▶ [ABOUT THIS EXERCISE]
Output the data that follows, keeping every line identical.

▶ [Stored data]
======

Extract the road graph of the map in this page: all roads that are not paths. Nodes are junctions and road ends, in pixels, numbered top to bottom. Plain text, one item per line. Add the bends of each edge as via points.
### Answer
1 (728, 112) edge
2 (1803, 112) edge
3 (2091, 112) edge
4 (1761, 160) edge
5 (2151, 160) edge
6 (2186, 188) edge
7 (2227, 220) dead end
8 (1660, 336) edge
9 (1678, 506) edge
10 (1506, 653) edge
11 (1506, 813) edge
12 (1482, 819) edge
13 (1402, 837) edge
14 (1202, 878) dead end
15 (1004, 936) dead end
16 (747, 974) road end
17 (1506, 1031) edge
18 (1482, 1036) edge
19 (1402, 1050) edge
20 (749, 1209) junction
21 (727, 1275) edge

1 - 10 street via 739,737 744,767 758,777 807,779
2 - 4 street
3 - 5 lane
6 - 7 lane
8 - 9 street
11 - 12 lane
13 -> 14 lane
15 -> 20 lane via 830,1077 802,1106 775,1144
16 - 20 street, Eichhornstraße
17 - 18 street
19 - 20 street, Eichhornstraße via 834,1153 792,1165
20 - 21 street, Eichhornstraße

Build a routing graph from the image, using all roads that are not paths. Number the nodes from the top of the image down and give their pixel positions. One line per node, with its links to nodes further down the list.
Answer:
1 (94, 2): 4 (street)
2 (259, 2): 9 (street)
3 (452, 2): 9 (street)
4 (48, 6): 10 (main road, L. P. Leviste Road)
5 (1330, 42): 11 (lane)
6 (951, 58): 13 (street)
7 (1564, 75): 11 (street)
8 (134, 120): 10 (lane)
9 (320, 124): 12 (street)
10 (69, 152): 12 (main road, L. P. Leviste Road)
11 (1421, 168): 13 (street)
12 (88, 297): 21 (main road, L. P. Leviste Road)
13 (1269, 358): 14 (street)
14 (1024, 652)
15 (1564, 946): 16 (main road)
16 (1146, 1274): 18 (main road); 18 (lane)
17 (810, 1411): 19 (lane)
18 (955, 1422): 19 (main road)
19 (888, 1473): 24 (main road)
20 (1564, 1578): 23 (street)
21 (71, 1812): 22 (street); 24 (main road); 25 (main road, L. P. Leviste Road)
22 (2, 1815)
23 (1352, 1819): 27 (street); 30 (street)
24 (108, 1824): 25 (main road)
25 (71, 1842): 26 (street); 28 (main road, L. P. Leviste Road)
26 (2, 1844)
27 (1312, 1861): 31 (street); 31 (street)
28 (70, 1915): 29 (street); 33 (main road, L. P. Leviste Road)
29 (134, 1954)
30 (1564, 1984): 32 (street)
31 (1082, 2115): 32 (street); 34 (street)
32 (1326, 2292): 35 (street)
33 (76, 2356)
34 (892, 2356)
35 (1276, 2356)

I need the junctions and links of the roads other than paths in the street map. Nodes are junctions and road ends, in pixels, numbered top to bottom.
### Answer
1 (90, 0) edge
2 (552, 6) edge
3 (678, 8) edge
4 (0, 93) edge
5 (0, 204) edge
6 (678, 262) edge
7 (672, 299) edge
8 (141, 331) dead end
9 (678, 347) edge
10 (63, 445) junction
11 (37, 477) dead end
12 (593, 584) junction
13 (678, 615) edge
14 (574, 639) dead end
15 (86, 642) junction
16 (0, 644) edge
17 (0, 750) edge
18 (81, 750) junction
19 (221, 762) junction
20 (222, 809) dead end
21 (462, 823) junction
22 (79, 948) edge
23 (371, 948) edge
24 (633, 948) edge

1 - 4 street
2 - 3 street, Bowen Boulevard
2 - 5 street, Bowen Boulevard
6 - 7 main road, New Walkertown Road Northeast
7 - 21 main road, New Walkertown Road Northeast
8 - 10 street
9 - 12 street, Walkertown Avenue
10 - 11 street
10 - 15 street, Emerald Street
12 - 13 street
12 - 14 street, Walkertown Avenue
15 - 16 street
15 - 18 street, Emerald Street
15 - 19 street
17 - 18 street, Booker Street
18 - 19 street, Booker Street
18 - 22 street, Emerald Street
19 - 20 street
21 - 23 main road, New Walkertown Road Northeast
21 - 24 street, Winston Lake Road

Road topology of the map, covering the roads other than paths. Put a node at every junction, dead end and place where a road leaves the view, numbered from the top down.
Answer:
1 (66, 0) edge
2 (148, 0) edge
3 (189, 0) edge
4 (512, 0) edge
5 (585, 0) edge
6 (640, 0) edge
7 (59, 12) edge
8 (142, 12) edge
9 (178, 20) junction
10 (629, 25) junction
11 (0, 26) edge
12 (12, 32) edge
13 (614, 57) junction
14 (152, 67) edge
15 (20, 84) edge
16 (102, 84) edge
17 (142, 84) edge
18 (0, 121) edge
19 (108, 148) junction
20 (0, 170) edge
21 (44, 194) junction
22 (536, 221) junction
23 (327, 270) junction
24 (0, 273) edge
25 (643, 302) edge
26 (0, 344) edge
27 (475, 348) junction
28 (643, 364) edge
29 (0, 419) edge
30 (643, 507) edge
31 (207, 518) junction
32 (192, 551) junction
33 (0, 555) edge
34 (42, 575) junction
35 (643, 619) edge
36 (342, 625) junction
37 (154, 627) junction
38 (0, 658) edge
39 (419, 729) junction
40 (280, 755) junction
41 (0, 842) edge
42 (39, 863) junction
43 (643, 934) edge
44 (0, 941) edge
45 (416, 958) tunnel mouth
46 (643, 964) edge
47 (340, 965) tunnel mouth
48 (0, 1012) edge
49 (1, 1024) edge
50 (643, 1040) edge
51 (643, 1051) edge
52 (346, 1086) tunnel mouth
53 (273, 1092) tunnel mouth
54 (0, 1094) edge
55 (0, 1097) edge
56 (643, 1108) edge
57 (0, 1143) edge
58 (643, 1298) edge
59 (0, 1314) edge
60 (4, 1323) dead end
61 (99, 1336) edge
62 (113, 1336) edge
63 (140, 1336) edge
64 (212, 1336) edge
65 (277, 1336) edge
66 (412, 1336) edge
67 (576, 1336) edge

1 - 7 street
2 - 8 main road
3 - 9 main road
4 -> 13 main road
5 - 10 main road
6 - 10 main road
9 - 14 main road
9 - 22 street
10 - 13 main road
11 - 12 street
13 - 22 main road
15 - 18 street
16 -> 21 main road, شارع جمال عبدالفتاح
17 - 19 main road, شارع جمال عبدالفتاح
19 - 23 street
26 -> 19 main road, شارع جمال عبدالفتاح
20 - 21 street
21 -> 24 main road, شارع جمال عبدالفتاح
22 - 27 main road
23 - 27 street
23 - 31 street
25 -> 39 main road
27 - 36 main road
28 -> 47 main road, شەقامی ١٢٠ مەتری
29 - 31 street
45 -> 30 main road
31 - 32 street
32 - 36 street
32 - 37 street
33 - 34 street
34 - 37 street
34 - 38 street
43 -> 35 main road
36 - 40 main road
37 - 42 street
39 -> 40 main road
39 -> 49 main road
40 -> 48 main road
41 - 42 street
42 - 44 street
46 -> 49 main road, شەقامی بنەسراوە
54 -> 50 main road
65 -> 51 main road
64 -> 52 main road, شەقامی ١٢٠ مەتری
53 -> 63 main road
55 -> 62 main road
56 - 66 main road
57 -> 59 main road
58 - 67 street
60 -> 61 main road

======

▶ [EXERCISE SOLUTION]
Extract the road graph of the map in this page: all roads that are not paths. Nodes are junctions and road ends, in pixels, numbered top to bottom. Plain text, one item per line. Add the bends of each edge as via points.
### Answer
1 (728, 112) edge
2 (1803, 112) edge
3 (2091, 112) edge
4 (1761, 160) edge
5 (2151, 160) edge
6 (2186, 188) edge
7 (2227, 220) dead end
8 (1660, 336) edge
9 (1678, 506) edge
10 (1506, 653) edge
11 (1506, 813) edge
12 (1482, 819) edge
13 (1402, 837) edge
14 (1202, 878) dead end
15 (1004, 936) dead end
16 (747, 974) road end
17 (1506, 1031) edge
18 (1482, 1036) edge
19 (1402, 1050) edge
20 (749, 1209) junction
21 (727, 1275) edge

1 - 10 street via 739,737 744,767 758,777 807,779
2 - 4 street
3 - 5 lane
6 - 7 lane
8 - 9 street
11 - 12 lane
13 -> 14 lane
15 -> 20 lane via 830,1077 802,1106 775,1144
16 - 20 street, Eichhornstraße
17 - 18 street
19 - 20 street, Eichhornstraße via 834,1153 792,1165
20 - 21 street, Eichhornstraße

Build a routing graph from the image, using all roads that are not paths. Number the nodes from the top of the image down and give their pixel positions. One line per node, with its links to nodes further down the list.
Answer:
1 (94, 2): 4 (street)
2 (259, 2): 9 (street)
3 (452, 2): 9 (street)
4 (48, 6): 10 (main road, L. P. Leviste Road)
5 (1330, 42): 11 (lane)
6 (951, 58): 13 (street)
7 (1564, 75): 11 (street)
8 (134, 120): 10 (lane)
9 (320, 124): 12 (street)
10 (69, 152): 12 (main road, L. P. Leviste Road)
11 (1421, 168): 13 (street)
12 (88, 297): 21 (main road, L. P. Leviste Road)
13 (1269, 358): 14 (street)
14 (1024, 652)
15 (1564, 946): 16 (main road)
16 (1146, 1274): 18 (main road); 18 (lane)
17 (810, 1411): 19 (lane)
18 (955, 1422): 19 (main road)
19 (888, 1473): 24 (main road)
20 (1564, 1578): 23 (street)
21 (71, 1812): 22 (street); 24 (main road); 25 (main road, L. P. Leviste Road)
22 (2, 1815)
23 (1352, 1819): 27 (street); 30 (street)
24 (108, 1824): 25 (main road)
25 (71, 1842): 26 (street); 28 (main road, L. P. Leviste Road)
26 (2, 1844)
27 (1312, 1861): 31 (street); 31 (street)
28 (70, 1915): 29 (street); 33 (main road, L. P. Leviste Road)
29 (134, 1954)
30 (1564, 1984): 32 (street)
31 (1082, 2115): 32 (street); 34 (street)
32 (1326, 2292): 35 (street)
33 (76, 2356)
34 (892, 2356)
35 (1276, 2356)

I need the junctions and links of the roads other than paths in the street map. Nodes are junctions and road ends, in pixels, numbered top to bottom.
### Answer
1 (90, 0) edge
2 (552, 6) edge
3 (678, 8) edge
4 (0, 93) edge
5 (0, 204) edge
6 (678, 262) edge
7 (672, 299) edge
8 (141, 331) dead end
9 (678, 347) edge
10 (63, 445) junction
11 (37, 477) dead end
12 (593, 584) junction
13 (678, 615) edge
14 (574, 639) dead end
15 (86, 642) junction
16 (0, 644) edge
17 (0, 750) edge
18 (81, 750) junction
19 (221, 762) junction
20 (222, 809) dead end
21 (462, 823) junction
22 (79, 948) edge
23 (371, 948) edge
24 (633, 948) edge

1 - 4 street
2 - 3 street, Bowen Boulevard
2 - 5 street, Bowen Boulevard
6 - 7 main road, New Walkertown Road Northeast
7 - 21 main road, New Walkertown Road Northeast
8 - 10 street
9 - 12 street, Walkertown Avenue
10 - 11 street
10 - 15 street, Emerald Street
12 - 13 street
12 - 14 street, Walkertown Avenue
15 - 16 street
15 - 18 street, Emerald Street
15 - 19 street
17 - 18 street, Booker Street
18 - 19 street, Booker Street
18 - 22 street, Emerald Street
19 - 20 street
21 - 23 main road, New Walkertown Road Northeast
21 - 24 street, Winston Lake Road

Road topology of the map, covering the roads other than paths. Put a node at every junction, dead end and place where a road leaves the view, numbered from the top down.
Answer:
1 (66, 0) edge
2 (148, 0) edge
3 (189, 0) edge
4 (512, 0) edge
5 (585, 0) edge
6 (640, 0) edge
7 (59, 12) edge
8 (142, 12) edge
9 (178, 20) junction
10 (629, 25) junction
11 (0, 26) edge
12 (12, 32) edge
13 (614, 57) junction
14 (152, 67) edge
15 (20, 84) edge
16 (102, 84) edge
17 (142, 84) edge
18 (0, 121) edge
19 (108, 148) junction
20 (0, 170) edge
21 (44, 194) junction
22 (536, 221) junction
23 (327, 270) junction
24 (0, 273) edge
25 (643, 302) edge
26 (0, 344) edge
27 (475, 348) junction
28 (643, 364) edge
29 (0, 419) edge
30 (643, 507) edge
31 (207, 518) junction
32 (192, 551) junction
33 (0, 555) edge
34 (42, 575) junction
35 (643, 619) edge
36 (342, 625) junction
37 (154, 627) junction
38 (0, 658) edge
39 (419, 729) junction
40 (280, 755) junction
41 (0, 842) edge
42 (39, 863) junction
43 (643, 934) edge
44 (0, 941) edge
45 (416, 958) tunnel mouth
46 (643, 964) edge
47 (340, 965) tunnel mouth
48 (0, 1012) edge
49 (1, 1024) edge
50 (643, 1040) edge
51 (643, 1051) edge
52 (346, 1086) tunnel mouth
53 (273, 1092) tunnel mouth
54 (0, 1094) edge
55 (0, 1097) edge
56 (643, 1108) edge
57 (0, 1143) edge
58 (643, 1298) edge
59 (0, 1314) edge
60 (4, 1323) dead end
61 (99, 1336) edge
62 (113, 1336) edge
63 (140, 1336) edge
64 (212, 1336) edge
65 (277, 1336) edge
66 (412, 1336) edge
67 (576, 1336) edge

1 - 7 street
2 - 8 main road
3 - 9 main road
4 -> 13 main road
5 - 10 main road
6 - 10 main road
9 - 14 main road
9 - 22 street
10 - 13 main road
11 - 12 street
13 - 22 main road
15 - 18 street
16 -> 21 main road, شارع جمال عبدالفتاح
17 - 19 main road, شارع جمال عبدالفتاح
19 - 23 street
26 -> 19 main road, شارع جمال عبدالفتاح
20 - 21 street
21 -> 24 main road, شارع جمال عبدالفتاح
22 - 27 main road
23 - 27 street
23 - 31 street
25 -> 39 main road
27 - 36 main road
28 -> 47 main road, شەقامی ١٢٠ مەتری
29 - 31 street
45 -> 30 main road
31 - 32 street
32 - 36 street
32 - 37 street
33 - 34 street
34 - 37 street
34 - 38 street
43 -> 35 main road
36 - 40 main road
37 - 42 street
39 -> 40 main road
39 -> 49 main road
40 -> 48 main road
41 - 42 street
42 - 44 street
46 -> 49 main road, شەقامی بنەسراوە
54 -> 50 main road
65 -> 51 main road
64 -> 52 main road, شەقامی ١٢٠ مەتری
53 -> 63 main road
55 -> 62 main road
56 - 66 main road
57 -> 59 main road
58 - 67 street
60 -> 61 main road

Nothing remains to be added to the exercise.